La vida moderna nos lleva de un lugar a otro; de hecho, se espera que el estadounidense promedio se mude una docena de veces en su vida, lo que dificulta echar raíces duraderas. Al mismo tiempo, la polarización política y la fragmentación social han dejado a muchos sintiéndose como “huérfanos políticos”, alejados de cualquier lado.
Cuando perdemos el sentido de pertenencia, corremos el riesgo de vivir desconectados de la realidad y la comunidad. La alienación puede generar sospecha, división e incluso hostilidad.

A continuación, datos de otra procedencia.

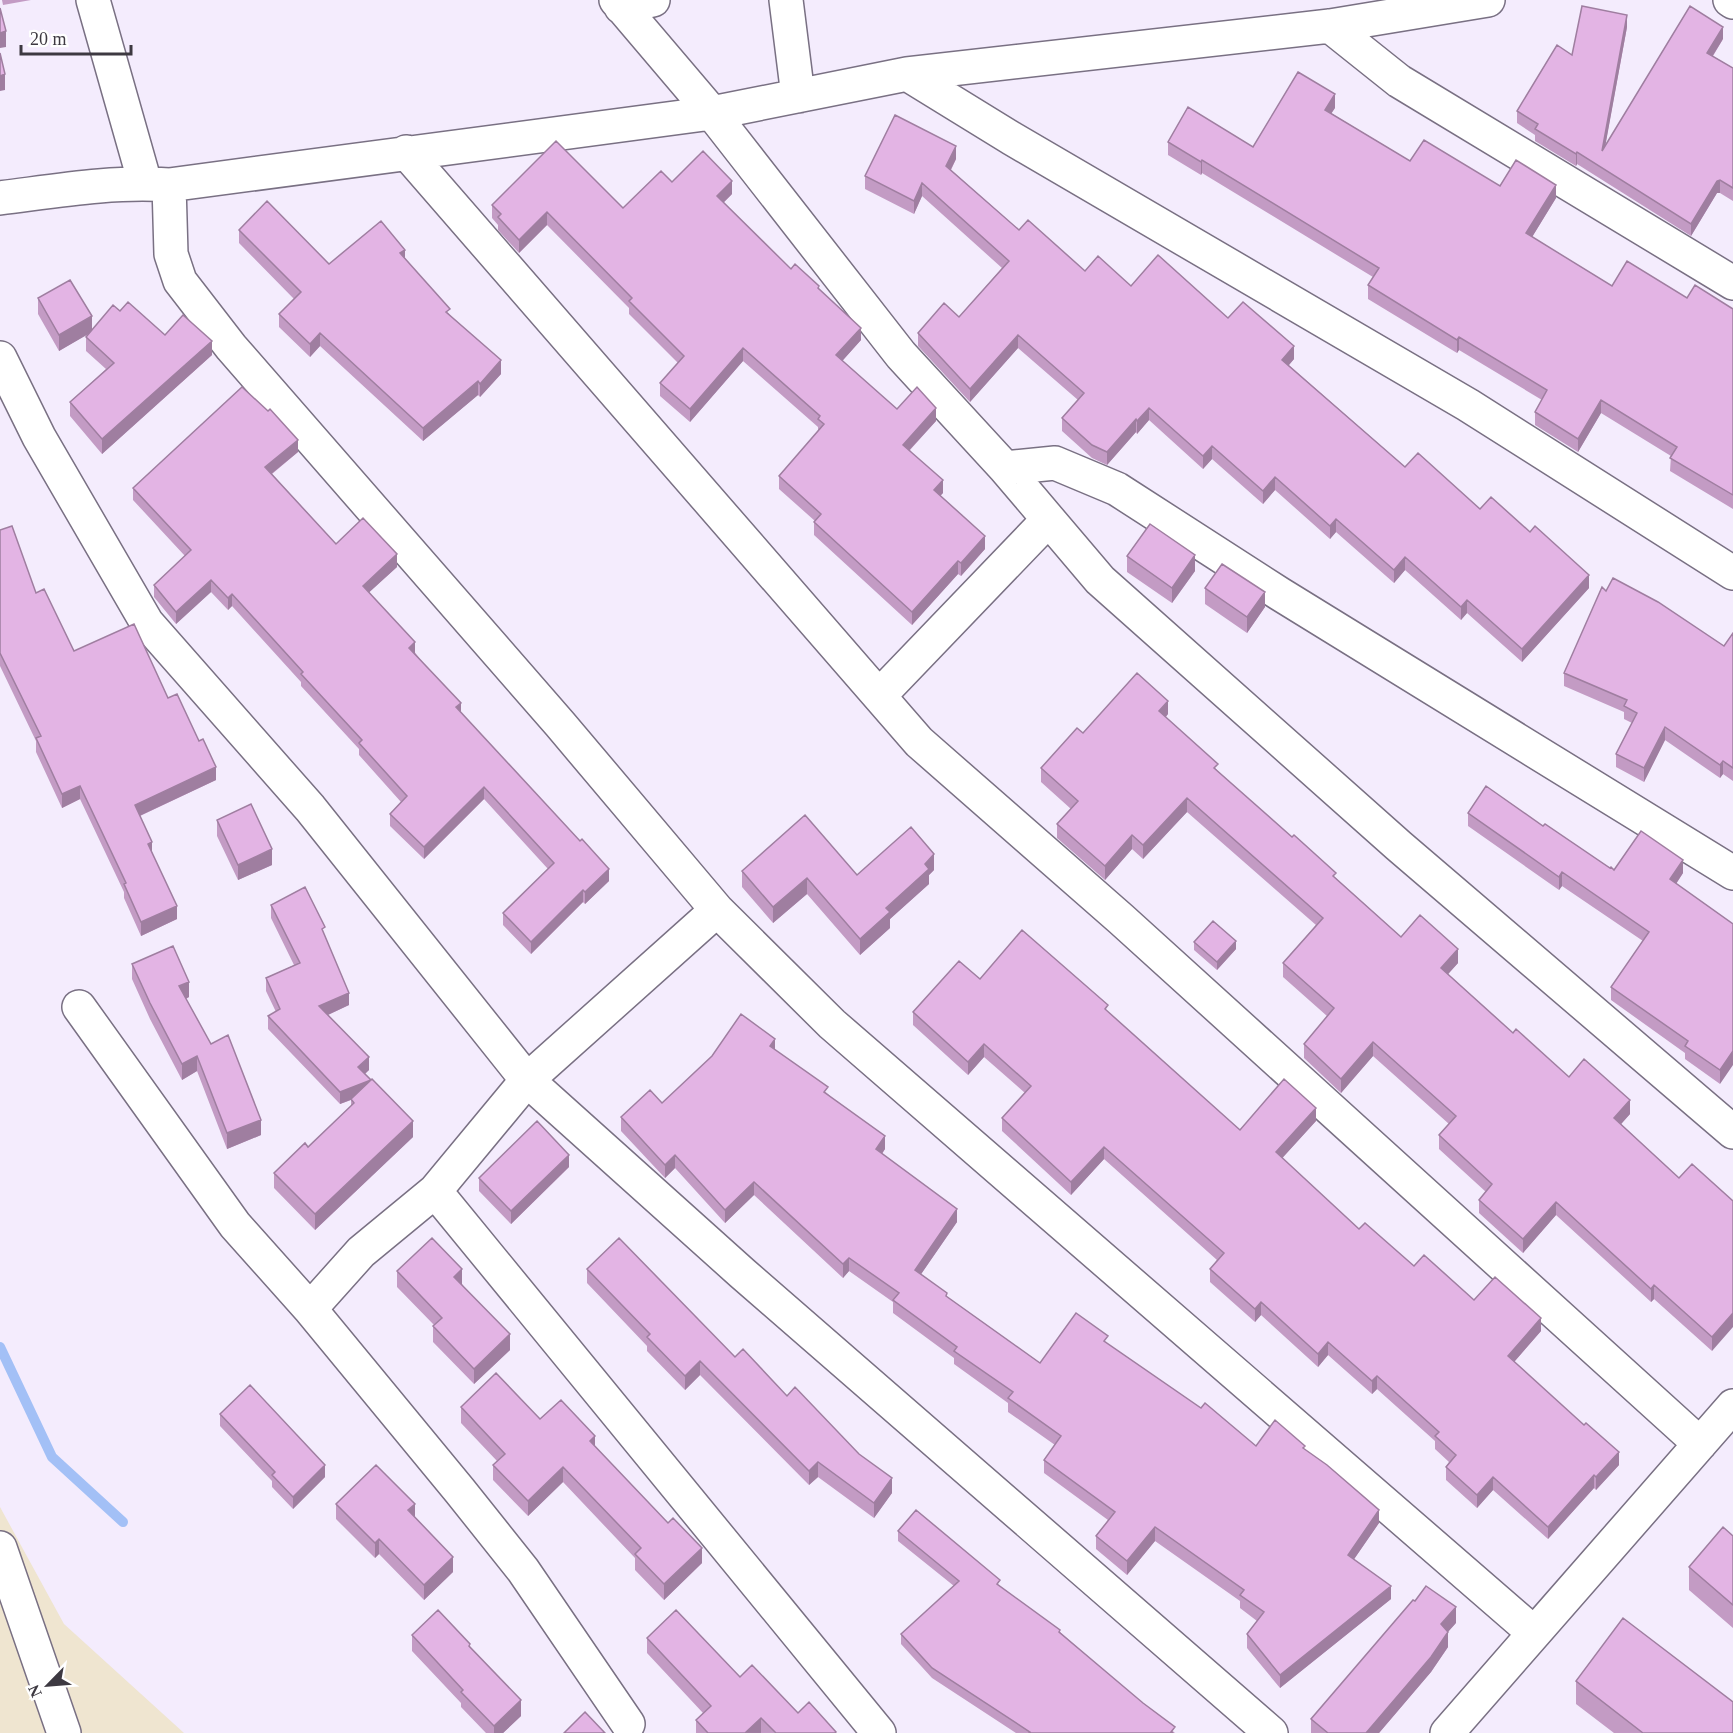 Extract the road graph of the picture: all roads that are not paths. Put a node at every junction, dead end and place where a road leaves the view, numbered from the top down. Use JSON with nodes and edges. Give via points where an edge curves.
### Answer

Entonces, ¿cómo podemos curar esta herida de desconexión y fomentar un renovado sentido de pertenencia?
“Recientemente, el cardenal Robert W. McElroy sugirió un camino a seguir”. En un foro de la Universidad de Notre Dame, afirmó que superar las profundas divisiones nacionales requiere “un reinicio moral arraigado en la gratitud, la compasión y el propósito compartido”. A su juicio, debemos hacer tres transiciones clave: pasar “del agravio a la gratitud, de la guerra al propósito compartido y de la insularidad a la compasión”.
Esos mismos tres valores, creo, son precisamente lo que necesitamos para construir una cultura renovada de pertenencia, no solo para inmigrantes como yo, sino para todos.
Y agregó: Consideremos cada una de estas virtudes:
Gratitud
Nos acercamos a una de las festividades más preciadas del año: el Día de Acción de Gracias. Desde sus inicios, esta celebración ha sido un llamado a la gratitud para unir a las personas.
Pero ¿y si la gratitud fuera más que una tradición y se convirtiera en una forma de vida diaria?
Vivir con corazones agradecidos cambia nuestro enfoque: de lo que falta a las bendiciones que compartimos. La gratitud nos abre los ojos a la bondad incluso en tiempos difíciles y nos recuerda nuestra dependencia mutua.
Compasión
La gratitud conduce naturalmente a la compasión. “La otra persona no es mi enemigo”, afirma Monjibar.
La verdadera compasión significa amar incluso cuando el otro es difícil o está herido. Imagínese si la compasión, en lugar de la hostilidad, guiara nuestros encuentros tanto en lo privado como en lo público. Si nos acercáramos a quienes difieren de nosotros con empatía, ¿cuánto más amable sería nuestro mundo?
Propósito compartido
Un propósito compartido crea terreno común, incluso cuando provenimos de contextos distintos. Cambia nuestra mentalidad “de la guerra al propósito compartido”, como dice el cardenal McElroy. Podemos discrepar sobre cómo alcanzar los objetivos, pero aun así afirmar una solidaridad fundamental. Todos deseamos paz, justicia y una vida digna para nuestras familias. Eso es lo que nos une.
Sanación y sentido de pertenencia
En última instancia, cultivar la gratitud, la compasión y el propósito compartido puede ayudar a sanar el desarraigo y devolvernos a la comunidad. Todos vivimos en algún tipo de frontera, visible o invisible: entre culturas, religiones, posturas políticas o entre el miedo y la confianza.
Atrevámonos a cruzar esas fronteras con corazones agradecidos, espíritu compasivo y compromiso con el bien común. Al hacerlo, redescubrimos que, a pesar de nuestras diferencias, somos una misma familia humana.